** EXERCISE DIRECTIONS **
The answer must be every line from the listing that holds the string "Elevation".
--- DATA TO USE Enclosed Below ---
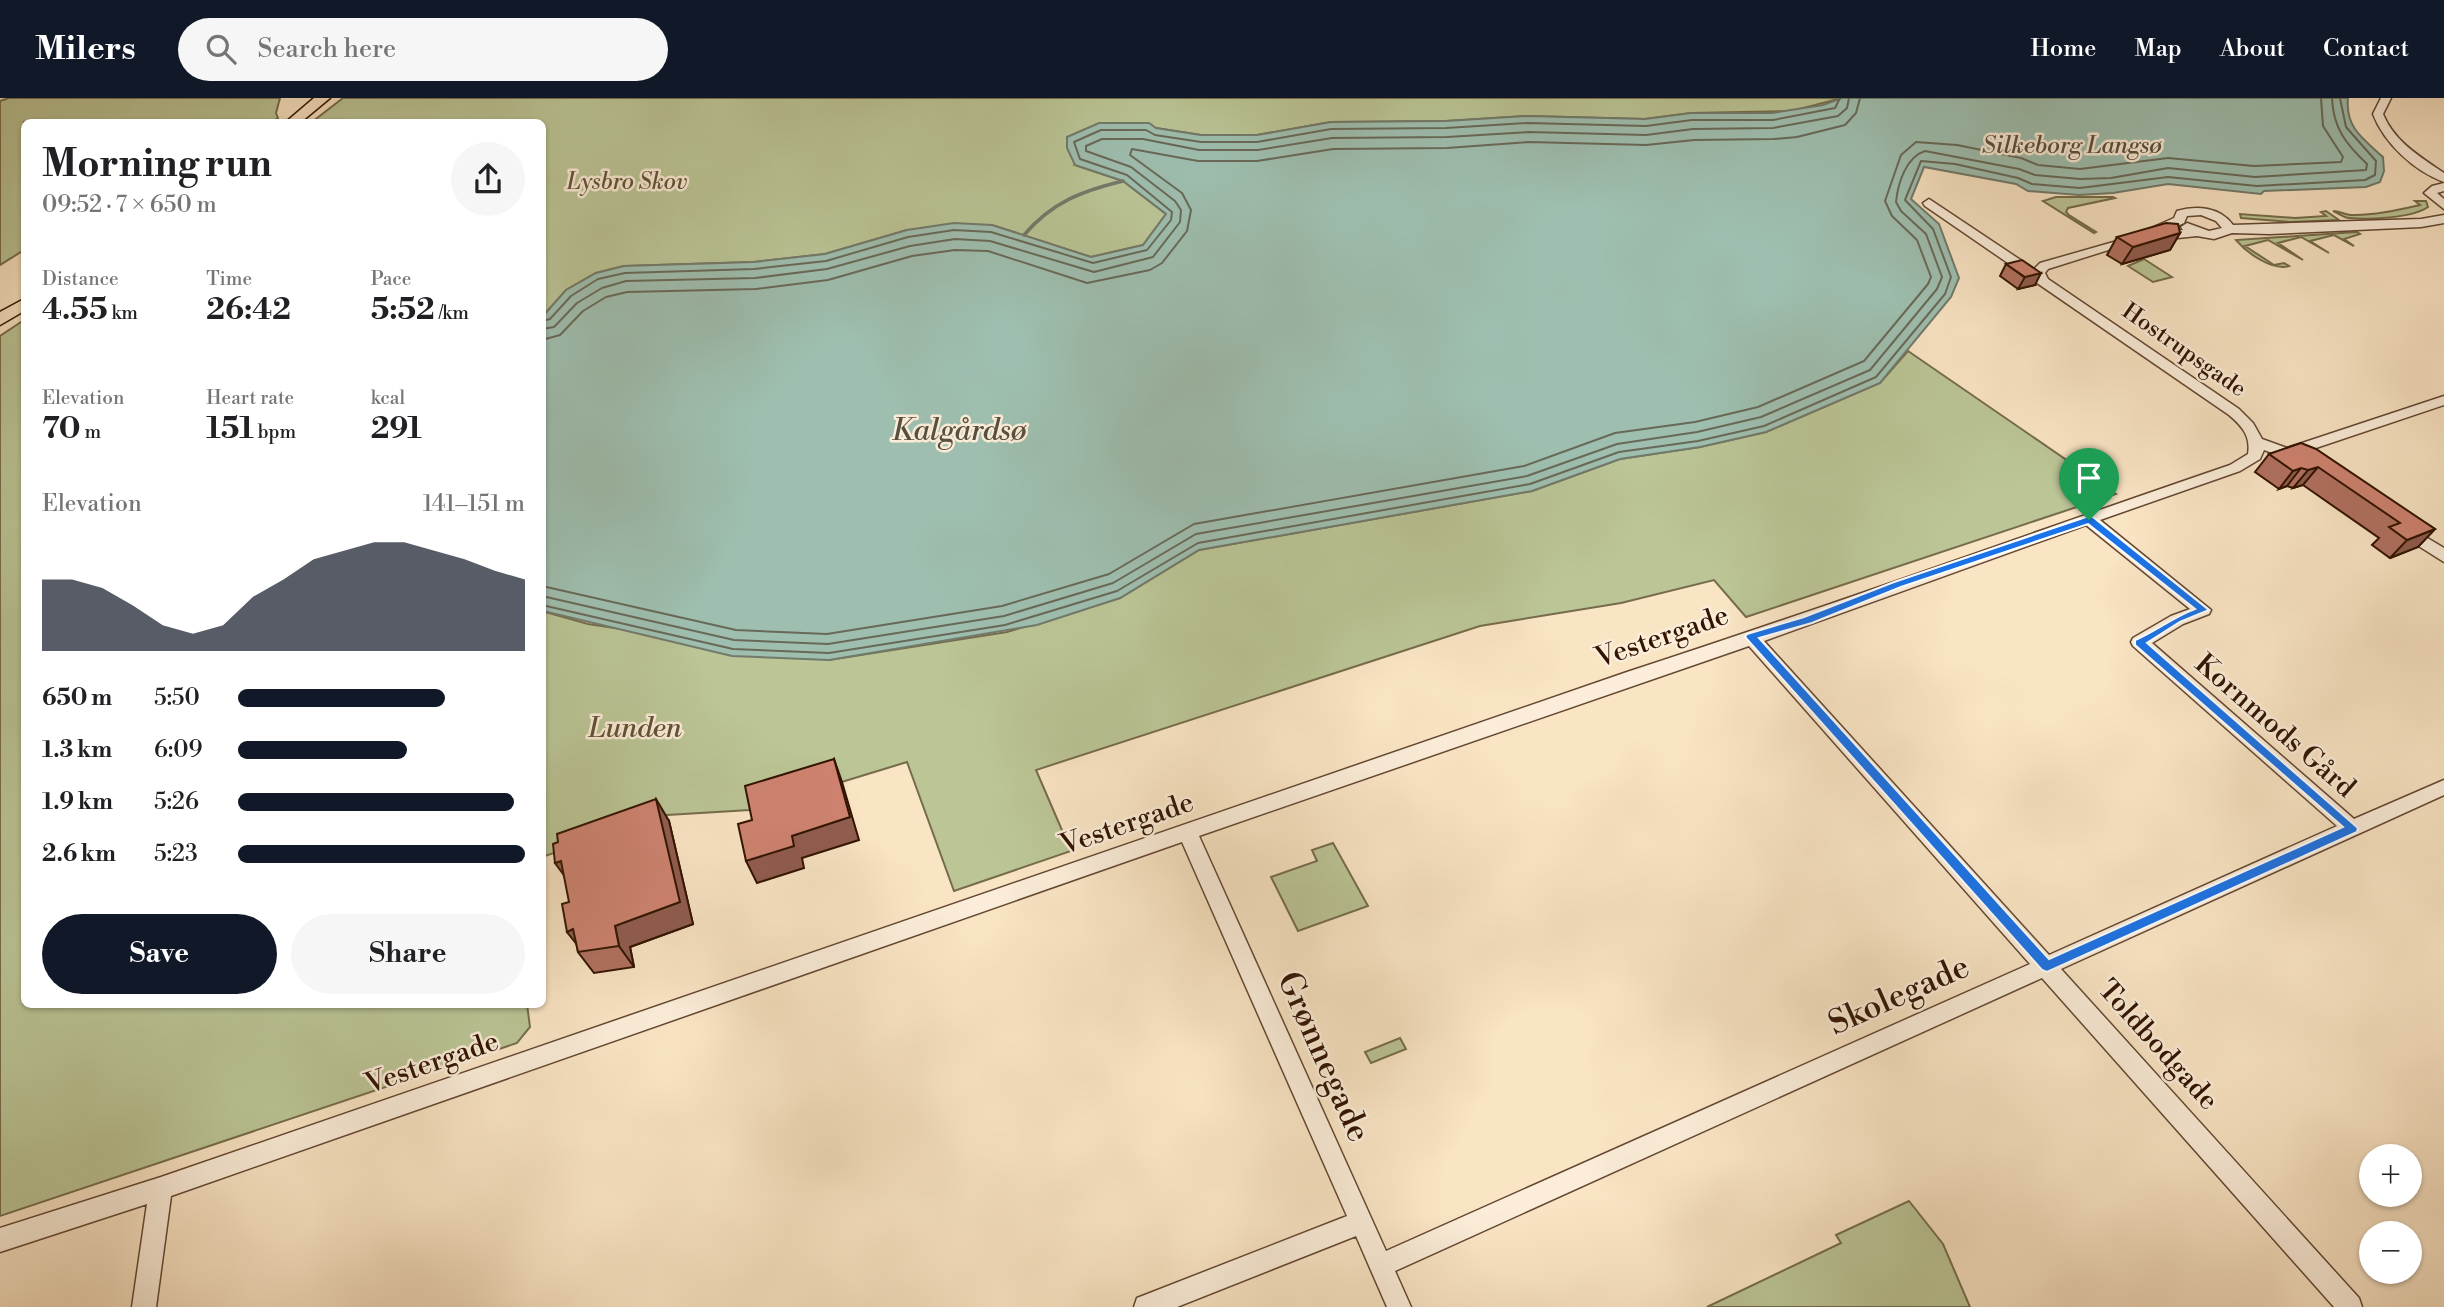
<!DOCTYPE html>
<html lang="en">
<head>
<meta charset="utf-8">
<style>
	:root { --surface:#fff; --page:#f6f6f6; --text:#202124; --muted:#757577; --accent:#111827 }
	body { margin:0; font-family:"Libre Bodoni",serif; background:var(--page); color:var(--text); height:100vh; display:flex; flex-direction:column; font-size:26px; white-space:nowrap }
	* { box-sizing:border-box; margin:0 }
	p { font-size:23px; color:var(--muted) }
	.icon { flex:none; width:38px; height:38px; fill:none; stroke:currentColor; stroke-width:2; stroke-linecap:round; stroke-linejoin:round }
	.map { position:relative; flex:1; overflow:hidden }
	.details { position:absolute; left:21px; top:21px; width:525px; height:889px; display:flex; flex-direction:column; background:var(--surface); border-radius:10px; box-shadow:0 2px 5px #0004 }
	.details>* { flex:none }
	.controls { position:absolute; left:2359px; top:1046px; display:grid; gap:14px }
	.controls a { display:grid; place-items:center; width:63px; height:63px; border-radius:50%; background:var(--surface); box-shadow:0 2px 5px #0004; font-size:35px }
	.pin { position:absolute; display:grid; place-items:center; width:60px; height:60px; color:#fff; margin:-72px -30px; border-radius:50% 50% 50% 0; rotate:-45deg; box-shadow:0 0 7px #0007 }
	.pin .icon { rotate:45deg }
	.round { display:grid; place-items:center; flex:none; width:74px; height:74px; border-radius:37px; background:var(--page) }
	.headline { display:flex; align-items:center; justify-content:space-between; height:119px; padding:0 21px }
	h1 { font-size:38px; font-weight:700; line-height:52px }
	.metrics { display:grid; grid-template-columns:repeat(3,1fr); gap:10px; height:119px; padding:7px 21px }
	.metrics div { display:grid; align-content:center }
	.metrics b { font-size:30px; font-weight:700 }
	.metrics small { font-size:19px; font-weight:400 }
	.metrics p { font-size:19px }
	.chart { height:196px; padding:14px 21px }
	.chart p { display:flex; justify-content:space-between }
	.chart svg { width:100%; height:126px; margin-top:7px; fill:var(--accent); opacity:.7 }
	.action { display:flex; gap:14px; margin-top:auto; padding:14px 21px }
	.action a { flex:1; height:80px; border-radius:42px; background:var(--accent); color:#fff; font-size:28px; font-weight:700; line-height:80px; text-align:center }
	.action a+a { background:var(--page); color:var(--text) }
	ul { padding:0 21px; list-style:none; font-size:23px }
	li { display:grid; grid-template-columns:112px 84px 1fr; align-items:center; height:52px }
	li i { height:18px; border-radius:9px; background:var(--accent) }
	header { display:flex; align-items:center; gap:42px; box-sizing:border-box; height:98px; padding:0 35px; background:var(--accent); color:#fff }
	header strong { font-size:33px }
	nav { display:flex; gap:38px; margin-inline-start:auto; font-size:24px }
	.search { width:490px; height:63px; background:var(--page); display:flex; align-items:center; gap:18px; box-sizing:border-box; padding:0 24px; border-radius:38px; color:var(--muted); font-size:26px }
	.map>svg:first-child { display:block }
	.green { fill:#bbc596; stroke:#766c4b; stroke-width:2 }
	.water { fill:#9ebfb0; stroke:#727a6a; stroke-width:2 }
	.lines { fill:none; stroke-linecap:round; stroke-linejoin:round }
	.shore { stroke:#686958; stroke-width:2 }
	.stream { stroke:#727a6a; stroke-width:3.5 }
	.minor-casing { stroke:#634731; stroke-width:3 }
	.major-casing { stroke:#311300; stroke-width:3 }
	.minor { fill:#fbedd9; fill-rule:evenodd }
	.major { fill:#f9e4c4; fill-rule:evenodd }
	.wall { fill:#b17161; stroke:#311300; stroke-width:2 }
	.shaded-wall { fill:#905c4f; stroke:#311300; stroke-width:2 }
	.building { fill:#ce8371; stroke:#311300; stroke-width:2 }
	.route { fill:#1a73e8; stroke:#fff; stroke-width:2; fill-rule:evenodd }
	.labels { text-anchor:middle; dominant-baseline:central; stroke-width:5; stroke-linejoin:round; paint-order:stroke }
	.far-park-label { font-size:23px; font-style:italic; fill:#615134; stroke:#fbedd9 }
	.far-street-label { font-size:23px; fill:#311300; stroke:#fbedd9 }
	.far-water-label { font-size:24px; font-style:italic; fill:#574f3e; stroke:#fbedd9 }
	.street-label { font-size:28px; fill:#311300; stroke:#fbedd9 }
	.park-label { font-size:28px; font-style:italic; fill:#615134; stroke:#fbedd9 }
	.water-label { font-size:30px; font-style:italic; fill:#574f3e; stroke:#fbedd9 }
	.near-street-label { font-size:33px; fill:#311300; stroke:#fbedd9 }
</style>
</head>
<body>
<header>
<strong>Milers</strong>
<div class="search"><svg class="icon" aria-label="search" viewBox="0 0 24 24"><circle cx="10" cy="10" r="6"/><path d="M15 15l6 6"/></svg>Search here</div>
<nav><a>Home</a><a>Map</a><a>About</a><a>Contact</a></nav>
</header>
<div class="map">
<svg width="2444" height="1209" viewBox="0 0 2444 1209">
	<rect width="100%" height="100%" fill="#f9e4c4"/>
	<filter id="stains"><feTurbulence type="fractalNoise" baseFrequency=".00286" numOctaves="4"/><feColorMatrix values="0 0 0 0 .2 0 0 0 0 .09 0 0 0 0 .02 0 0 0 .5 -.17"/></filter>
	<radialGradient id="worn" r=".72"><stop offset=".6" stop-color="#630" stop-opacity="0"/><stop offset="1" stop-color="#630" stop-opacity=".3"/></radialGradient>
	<g class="green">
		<path d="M9 0H280L276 15 278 20 272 24H24V152L0 167V3Z"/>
		<path d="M343 0H1842L1792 13 1691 15 1645 21 1528 18 1446 23 1331 24 1257 37H1201L1156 30 1075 67 1123 83 1166 116 1143 147 1091 159 992 127 907 132 825 156 754 164 624 168 596 175 566 192 543 218 542 24H312Z"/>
		<path d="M2056 99H2113L2115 100 2068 110 2066 114 2069 117 2096 134 2094 135 2043 103Z"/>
		<path d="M2415 103H2426L2428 109C2413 120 2367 122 2349 120 2344 120 2338 115 2333 113 2340 113 2343 116 2350 117 2372 118 2398 112 2420 107Z"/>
		<path d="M2326 113 2339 122 2290 124 2241 120 2240 116 2295 120 2326 118 2321 114Z"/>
		<path d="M2357 134 2360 136 2344 141 2354 148 2334 137 2310 143 2329 155 2301 139 2278 145 2303 162 2268 142 2245 148 2274 167 2284 165 2289 168C2272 173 2247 155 2236 142Z"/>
		<path d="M2144 161 2172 179 2153 184 2128 168Z"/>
		<path d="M24 222V906H527L530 929 517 945 0 1118V238Z"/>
		<path d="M1908 253 2116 396 1746 519 1714 482 1621 505 1480 528 1036 672 1071 753 954 793 907 664 750 712 667 717 545 758 542 741V513L588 526 829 562 1007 534 1120 500 1199 452 1532 393 1620 361 1700 349 1766 334 1880 285Z"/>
		<path d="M1333 745 1368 808 1298 833 1271 779 1317 763 1312 752Z"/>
		<path d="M1400 940 1406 951 1371 965 1365 954Z"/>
		<path d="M1909 1103 1943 1146 1970 1209H1707L1841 1145 1836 1137Z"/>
	</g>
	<path class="water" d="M1842 0H2348C2345 29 2362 40 2383 59L2384 73 2380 84 2366 89 2264 93 2261 96 2168 86 2113 95 2079 97 2028 93 2016 86 1924 69 1911 101 1939 126 1959 180 1951 199 1880 285 1766 334 1700 349 1620 361 1532 393 1199 452 1120 500 1037 527 829 562 732 558 543 513V218L566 192 596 175 624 168 754 164 825 156 907 132 954 125 992 127 1091 159 1143 147 1166 116 1123 83 1075 67 1067 50V39L1099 25H1149L1156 30 1201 37H1257L1331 24 1446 23 1528 18 1645 21 1691 15H1772L1823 7Z"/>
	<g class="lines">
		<g class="shore">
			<path d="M542 223 550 221 571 198 598 181 625 175 754 171 826 163 908 139 954 132 991 134 1093 165 1147 152 1171 122 1172 114 1127 77 1080 61 1074 44 1101 32H1146L1155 37 1201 44H1257L1331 31 1446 30 1528 25 1646 28 1692 22H1773L1835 10 1840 0"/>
			<path d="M542 231 554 229 577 205 602 190 626 183 755 180 827 171 910 148 955 141 990 143 1094 174 1153 159 1180 124 1181 112 1175 103 1131 69 1086 53V48L1102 41H1143L1199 52H1258L1332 40 1447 39 1529 34 1646 37 1693 31 1773 30 1838 18 1847 10 1849 0"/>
			<path d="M542 242 560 237 583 213 606 199 627 194 756 191 828 182 912 158 955 152 988 153 1087 185 1150 172 1162 165 1187 133 1191 112 1182 95 1130 57 1132 51 1198 63H1257L1333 51 1447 50 1529 44 1646 47 1694 42 1774 41 1797 39 1845 27 1856 15 1860 0"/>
			<path d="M542 488 736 532 827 536 1002 508 1109 476 1194 426 1524 368 1615 335 1695 324 1758 309 1864 263 1928 186 1931 179 1917 142 1892 118 1885 103 1901 57 1916 44 1957 47 2021 60 2038 67 2080 71 2168 60 2254 68 2341 64 2343 59 2323 28 2321 0"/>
			<path d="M542 498 734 542 828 546 1004 518 1113 485 1196 436 1527 378 1617 346 1697 334 1761 319 1870 272 1937 191 1942 179 1926 136 1901 113 1896 104C1898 85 1906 59 1925 53L2019 71 2035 77 2080 81 2111 80 2168 70 2255 79 2366 72 2367 66C2346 46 2333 30 2332 0"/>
			<path d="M542 507 733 551 829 555 1005 527 1117 493 1198 445 1530 386 1619 354 1698 343 1764 328 1876 279 1945 196 1951 179 1933 131 1905 102 1921 63 1955 66 2018 80 2032 86 2080 90 2168 79 2257 88 2365 82 2375 77 2376 63 2346 29 2340 0"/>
		</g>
		<path class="stream" d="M1024 137C1052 104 1082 93 1123 83"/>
		<g class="minor-casing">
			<g id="minor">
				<path d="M2381 0H2391L2383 16C2395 44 2419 58 2444 75V84C2414 73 2384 45 2373 16Z"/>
				<path d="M2444 85V93L2437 95 2444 101V111L2424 95 2432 88Z"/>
				<path d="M1929 101 2034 171 2040 165 2131 139 2174 120 2177 113C2197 107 2220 109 2233 127L2421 121 2444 117V125L2421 129 2270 136 2232 135 2214 141 2197 138 2159 142 2153 138 2048 171 2045 175 2048 181 2239 311 2253 325 2262 341 2287 350 2444 298V307L2301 355 2310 361 2308 364H2298L2264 352 2260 361 2240 373 2100 422 2211 512 2209 516 2183 526 2152 545 2354 721 2444 682V697L2061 871 2359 1200 2362 1209H2334L2042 880 1395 1173 1411 1209H1387L1356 1138 1177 1209H1134L1137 1200 1347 1118 1182 744 171 1098 156 1209H132L147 1106 0 1154V1130L161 1079 1627 574C1828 509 2028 436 2230 367L2248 356C2251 338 2242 328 2229 317L1925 108 1923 105ZM2201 117 2216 123 2222 130 2209 133 2187 125 2181 129 2183 132 2164 134 2184 125 2187 118ZM2086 427 2190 511 2171 518 2133 540 2131 544 2133 548 2337 728 2049 857 1764 543ZM1749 548 2030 866 1386 1153 1199 738Z"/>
				<path d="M2404 426 2444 450V464L2398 435 2396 431 2398 427Z"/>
			</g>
		</g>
		<g class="major-casing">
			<g id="major">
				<path d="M314 0H330L301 24H286Z"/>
				<path d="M24 201V213L0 227V214Z"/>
			</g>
		</g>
		<use href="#minor" class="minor"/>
		<use href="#major" class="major"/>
	</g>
	<g class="wall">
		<path d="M2180 135 2170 152 2122 166 2107 157 2117 139Z"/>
		<path d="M2006 166 2035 187 2018 191 2000 178Z"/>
		<path d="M2301 345 2435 431 2418 449 2390 460 2372 447 2379 440 2303 387 2293 390 2287 388 2279 391 2255 374 2269 356Z"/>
		<path d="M669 723 693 826 630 849 634 869 594 875 578 854 569 804Z"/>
	</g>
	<g class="shaded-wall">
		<path d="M2180 135 2170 152 2122 166 2133 149Z"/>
		<path d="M2041 175 2035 187 2018 191 2025 179Z"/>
		<path d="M2318 369 2303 387 2293 390 2308 372Z"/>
		<path d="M2301 370 2287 388 2279 391 2293 373Z"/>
		<path d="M2435 431 2418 449 2390 460 2407 442Z"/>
		<path d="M834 661 842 684 859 742 802 760 804 770 757 785 746 763 792 738Z"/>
		<path d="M656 701 669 723 693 826 630 849 634 869 619 848 615 828Z"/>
		<path d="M561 763 571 787 555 765Z"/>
		<path d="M573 831 582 853 567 834Z"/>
	</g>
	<g class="building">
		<path d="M2166 125 2178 126 2180 135 2133 149 2117 139Z"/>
		<path d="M2022 162 2041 175 2025 179 2006 166Z"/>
		<path d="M2301 345 2316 351 2435 431 2407 442 2389 429 2400 425 2318 369 2308 372 2301 370 2293 373 2269 356Z"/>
		<path d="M834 661 850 719 792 738 794 748 746 763 738 726 752 722 745 688Z"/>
		<path d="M656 701 680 804 615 828 619 848 578 854 573 831 567 834 562 806 569 804 561 763 555 765 553 746 558 744 557 736Z"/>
	</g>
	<path class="route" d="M2086 419H2093L2209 512 2180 524 2147 545 2358 730 2357 734 2047 874 2042 872 1745 539 1747 536 1804 519 1894 484ZM2088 426 2195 511C2173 519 2156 533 2135 542V547L2343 729 2049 861 1759 540 1812 525 1901 489Z"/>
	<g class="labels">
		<g class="far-park-label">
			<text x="627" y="84">Lysbro Skov</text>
		</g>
		<g class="far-street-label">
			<text transform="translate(2184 252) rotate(35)">Hostrupsgade</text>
		</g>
		<g class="far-water-label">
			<text x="2072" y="48">Silkeborg Langsø</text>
		</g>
		<g class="street-label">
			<text transform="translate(1662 539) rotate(-19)">Vestergade</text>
			<text transform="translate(2275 628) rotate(41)">Kornmods Gård</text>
			<text transform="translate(1127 726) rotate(-19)">Vestergade</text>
			<text transform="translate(2158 947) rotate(48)">Toldbodgade</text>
			<text transform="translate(432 965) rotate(-19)">Vestergade</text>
		</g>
		<g class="park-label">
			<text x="635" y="630">Lunden</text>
		</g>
		<g class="water-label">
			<text x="959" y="333">Kalgårdsø</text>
		</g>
		<g class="near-street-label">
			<text transform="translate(1899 898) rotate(-24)">Skolegade</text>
			<text transform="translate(1323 959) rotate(66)">Grønnegade</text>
		</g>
	</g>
	<rect width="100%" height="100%" filter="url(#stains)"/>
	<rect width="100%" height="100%" fill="url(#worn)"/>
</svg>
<div class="controls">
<a>+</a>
<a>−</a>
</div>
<div class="pin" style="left:2089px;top:422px;background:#1e9e55"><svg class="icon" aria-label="arrive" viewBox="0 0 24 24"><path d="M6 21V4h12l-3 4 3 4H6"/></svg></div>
<section class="details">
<div class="headline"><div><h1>Morning run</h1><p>09:52 · 7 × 650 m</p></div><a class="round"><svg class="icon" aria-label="share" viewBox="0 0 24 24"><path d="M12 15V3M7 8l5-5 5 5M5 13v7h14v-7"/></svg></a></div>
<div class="metrics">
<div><p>Distance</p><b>4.55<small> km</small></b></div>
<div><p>Time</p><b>26:42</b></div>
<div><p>Pace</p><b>5:52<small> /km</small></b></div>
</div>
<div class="metrics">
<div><p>Elevation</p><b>70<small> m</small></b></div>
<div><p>Heart rate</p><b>151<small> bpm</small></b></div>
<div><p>kcal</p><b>291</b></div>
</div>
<div class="chart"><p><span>Elevation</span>141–151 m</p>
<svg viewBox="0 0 160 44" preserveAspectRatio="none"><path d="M0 44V19L10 19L20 22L30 28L40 35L50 38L60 35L70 25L80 19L90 12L100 9L110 6L120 6L130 9L140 12L150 16L160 19V44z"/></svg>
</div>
<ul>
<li><b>650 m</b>5:50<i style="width:72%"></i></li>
<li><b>1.3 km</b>6:09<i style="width:59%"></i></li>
<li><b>1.9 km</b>5:26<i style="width:96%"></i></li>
<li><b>2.6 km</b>5:23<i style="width:100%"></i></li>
</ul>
<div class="action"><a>Save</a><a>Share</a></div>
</section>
</div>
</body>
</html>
--- End of Enclosed DATA TO USE ---
** SOLUTION FOR THIS TASK **
<div><p>Elevation</p><b>70<small> m</small></b></div>
<div class="chart"><p><span>Elevation</span>141–151 m</p>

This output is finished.